Opinion / Op-Ed Contributors

'Save and Grow' approach to agriculture

By Shivaji Pandey (China Daily) Updated: 2011-07-01 08:01

Ecosystem approaches to agricultural intensification emerged over the past two decades as farmers began to adopt sustainable practices, such as integrated pest management and conservation agriculture, often building on traditional techniques. Sustainable crop production intensification is characterized by a more systemic approach to managing natural resources, and is founded on science-based environmental, institutional and social principles.

The ecosystem approach needs to be applied throughout the food chain in order to increase efficiency and strengthen the global food system. At the scale of crop systems, management should be based on biological processes and integration of a range of plant species, as well as the judicious use of external inputs such as pesticides.

Sustainable crop production intensification (SCPI) is based on agricultural practices that include maintaining healthy soil, cultivating a wider range of species and varieties, using well adapted and high-yielding varieties and good quality seeds, integrated management of pests, diseases and weeds, and efficient water management.

For optimal impact on productivity and sustainability, SCPI will need to be applicable to a wide variety of farming systems, and adaptable to specific agro-ecological and socioeconomic contexts. It is recognized that appropriate management practices are critical to realizing the benefits of ecosystem services while reducing disservices from agricultural activities. It is unrealistic to hope that farmers will adopt sustainable practices because they are more environmentally friendly.

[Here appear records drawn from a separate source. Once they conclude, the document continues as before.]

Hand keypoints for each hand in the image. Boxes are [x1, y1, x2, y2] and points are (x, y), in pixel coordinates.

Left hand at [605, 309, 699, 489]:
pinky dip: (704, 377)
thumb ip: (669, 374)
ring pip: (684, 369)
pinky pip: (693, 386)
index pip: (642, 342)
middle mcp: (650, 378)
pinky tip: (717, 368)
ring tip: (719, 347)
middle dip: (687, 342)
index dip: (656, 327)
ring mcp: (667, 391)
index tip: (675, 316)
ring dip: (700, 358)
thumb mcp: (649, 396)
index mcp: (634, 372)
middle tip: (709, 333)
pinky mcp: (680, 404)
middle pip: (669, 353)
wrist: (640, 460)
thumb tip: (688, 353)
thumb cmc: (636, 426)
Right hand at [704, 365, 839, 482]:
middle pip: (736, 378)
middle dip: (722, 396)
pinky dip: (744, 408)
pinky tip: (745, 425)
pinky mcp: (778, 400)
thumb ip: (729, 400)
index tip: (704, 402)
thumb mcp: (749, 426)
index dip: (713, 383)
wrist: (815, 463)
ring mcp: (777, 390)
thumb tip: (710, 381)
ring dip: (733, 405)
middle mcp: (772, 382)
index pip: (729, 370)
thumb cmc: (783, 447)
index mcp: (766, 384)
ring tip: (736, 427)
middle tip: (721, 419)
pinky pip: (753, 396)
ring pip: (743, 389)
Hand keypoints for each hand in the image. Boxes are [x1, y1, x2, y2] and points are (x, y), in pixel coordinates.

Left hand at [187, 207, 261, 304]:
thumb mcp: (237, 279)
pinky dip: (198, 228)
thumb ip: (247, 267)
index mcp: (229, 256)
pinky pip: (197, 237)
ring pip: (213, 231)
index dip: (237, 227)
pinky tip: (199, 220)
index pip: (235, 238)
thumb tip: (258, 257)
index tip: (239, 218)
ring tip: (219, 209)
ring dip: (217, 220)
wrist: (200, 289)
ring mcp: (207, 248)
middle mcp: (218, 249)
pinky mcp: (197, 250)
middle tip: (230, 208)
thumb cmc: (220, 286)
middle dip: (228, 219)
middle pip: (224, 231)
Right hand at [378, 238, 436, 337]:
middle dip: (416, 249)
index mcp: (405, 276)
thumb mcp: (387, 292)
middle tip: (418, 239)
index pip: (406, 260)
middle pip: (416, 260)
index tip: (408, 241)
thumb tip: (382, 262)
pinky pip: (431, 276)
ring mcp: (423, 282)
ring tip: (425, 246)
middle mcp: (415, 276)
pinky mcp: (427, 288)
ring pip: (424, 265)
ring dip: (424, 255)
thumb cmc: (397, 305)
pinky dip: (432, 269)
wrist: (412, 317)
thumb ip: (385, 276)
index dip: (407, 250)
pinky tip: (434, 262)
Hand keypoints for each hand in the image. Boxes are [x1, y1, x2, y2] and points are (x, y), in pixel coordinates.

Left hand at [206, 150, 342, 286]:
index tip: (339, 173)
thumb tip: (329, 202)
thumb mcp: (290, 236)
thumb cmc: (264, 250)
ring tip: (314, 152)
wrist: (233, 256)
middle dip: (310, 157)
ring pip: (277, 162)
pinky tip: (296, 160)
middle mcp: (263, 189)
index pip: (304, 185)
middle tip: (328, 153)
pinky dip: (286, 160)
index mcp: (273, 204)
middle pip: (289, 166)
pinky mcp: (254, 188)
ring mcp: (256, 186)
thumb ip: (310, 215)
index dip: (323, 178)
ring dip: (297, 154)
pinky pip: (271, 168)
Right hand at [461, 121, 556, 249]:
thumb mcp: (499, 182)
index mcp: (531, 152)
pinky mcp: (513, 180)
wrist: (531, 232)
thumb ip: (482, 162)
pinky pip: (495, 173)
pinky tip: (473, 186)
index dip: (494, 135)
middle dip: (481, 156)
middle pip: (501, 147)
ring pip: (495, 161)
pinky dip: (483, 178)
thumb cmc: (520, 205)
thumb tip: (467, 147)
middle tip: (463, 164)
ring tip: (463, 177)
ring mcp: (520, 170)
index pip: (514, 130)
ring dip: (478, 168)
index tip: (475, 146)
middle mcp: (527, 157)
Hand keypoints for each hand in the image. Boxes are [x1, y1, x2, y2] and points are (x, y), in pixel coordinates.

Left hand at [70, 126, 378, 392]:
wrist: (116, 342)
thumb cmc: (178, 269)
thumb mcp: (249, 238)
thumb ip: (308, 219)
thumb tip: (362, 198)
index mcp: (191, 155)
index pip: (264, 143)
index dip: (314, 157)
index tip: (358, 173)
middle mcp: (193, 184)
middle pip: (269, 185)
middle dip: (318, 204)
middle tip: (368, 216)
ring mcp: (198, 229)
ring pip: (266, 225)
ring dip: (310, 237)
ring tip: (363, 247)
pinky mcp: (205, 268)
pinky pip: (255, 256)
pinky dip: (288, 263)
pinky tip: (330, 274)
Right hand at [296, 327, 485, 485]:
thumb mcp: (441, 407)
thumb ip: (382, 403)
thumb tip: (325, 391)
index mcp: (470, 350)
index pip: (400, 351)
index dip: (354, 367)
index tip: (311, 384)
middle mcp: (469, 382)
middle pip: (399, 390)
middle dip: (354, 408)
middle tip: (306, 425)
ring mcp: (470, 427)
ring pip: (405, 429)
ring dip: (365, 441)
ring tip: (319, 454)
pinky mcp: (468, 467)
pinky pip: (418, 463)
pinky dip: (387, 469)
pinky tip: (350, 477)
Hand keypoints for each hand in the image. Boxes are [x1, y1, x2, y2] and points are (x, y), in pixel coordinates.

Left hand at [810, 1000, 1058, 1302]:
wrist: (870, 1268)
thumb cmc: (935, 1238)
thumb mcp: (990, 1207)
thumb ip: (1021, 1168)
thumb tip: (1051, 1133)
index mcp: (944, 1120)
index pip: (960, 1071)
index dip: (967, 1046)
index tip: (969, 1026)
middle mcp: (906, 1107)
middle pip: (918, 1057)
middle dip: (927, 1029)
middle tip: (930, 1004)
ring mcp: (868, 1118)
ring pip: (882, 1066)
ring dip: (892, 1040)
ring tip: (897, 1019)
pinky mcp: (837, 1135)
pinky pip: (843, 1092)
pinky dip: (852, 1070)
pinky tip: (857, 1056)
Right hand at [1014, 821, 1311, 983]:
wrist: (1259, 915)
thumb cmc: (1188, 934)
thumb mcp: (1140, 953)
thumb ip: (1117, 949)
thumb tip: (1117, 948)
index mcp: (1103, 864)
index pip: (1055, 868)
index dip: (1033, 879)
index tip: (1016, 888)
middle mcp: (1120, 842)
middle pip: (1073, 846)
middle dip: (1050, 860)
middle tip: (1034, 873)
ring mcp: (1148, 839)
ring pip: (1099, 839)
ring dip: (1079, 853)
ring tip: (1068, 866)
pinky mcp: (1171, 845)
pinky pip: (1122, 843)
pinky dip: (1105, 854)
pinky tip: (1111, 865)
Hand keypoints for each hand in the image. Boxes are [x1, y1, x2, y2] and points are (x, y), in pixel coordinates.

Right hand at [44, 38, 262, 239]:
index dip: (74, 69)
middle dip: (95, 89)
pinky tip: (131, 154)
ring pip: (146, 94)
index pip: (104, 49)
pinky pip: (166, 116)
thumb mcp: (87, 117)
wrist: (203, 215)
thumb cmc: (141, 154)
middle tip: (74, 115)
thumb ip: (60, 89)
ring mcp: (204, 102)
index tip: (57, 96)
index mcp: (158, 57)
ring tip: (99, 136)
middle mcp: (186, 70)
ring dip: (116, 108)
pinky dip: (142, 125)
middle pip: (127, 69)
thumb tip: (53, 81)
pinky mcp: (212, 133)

Translating the environmental principles into large-scale, coordinated programs of action will require institutional support at both national and local levels.

For governments, the challenge is to improve coordination and communication across all subsectors of agriculture, from production to processing and marketing. Mechanisms must be developed to strengthen institutional linkages in order to improve the formulation of policies and strategies for SCPI, and to sustain the scaling up of pilot studies, farmers' experiences, and local and traditional knowledge.

At the local level, farmer organizations have an important role to play in facilitating access to resources - especially land, water, credit and knowledge - and ensuring that the voice of farmers is heard. Smallholder farmers also need access to efficient and equitable markets, and incentives that encourage them to manage other ecosystem services besides food production. Farmer uptake of SCPI is dependent on concrete benefits, such as increased income and reduced labor requirements. If the economic system reflects costs appropriately, the equation will shift in favor of SCPI.

SCPI requires more knowledge than that used in most conventional farming approaches. Significant strengthening of extension services, from both traditional and non-traditional sources, will therefore be needed to support its adoption by farmers. Mobilizing social capital for SCPI will require people's participation in decision-making, ensuring decent and fair working conditions in agriculture, and above all the recognition of the critical role of women in agriculture.

With policy support and adequate funding, sustainable crop production intensification could be implemented over large production areas, in a relatively short period of time. The challenge facing policymakers is to find effective ways of scaling up sustainable intensification so that hundreds of millions of people can benefit.

The author is director of the FAO's Plant Production and Protection Department.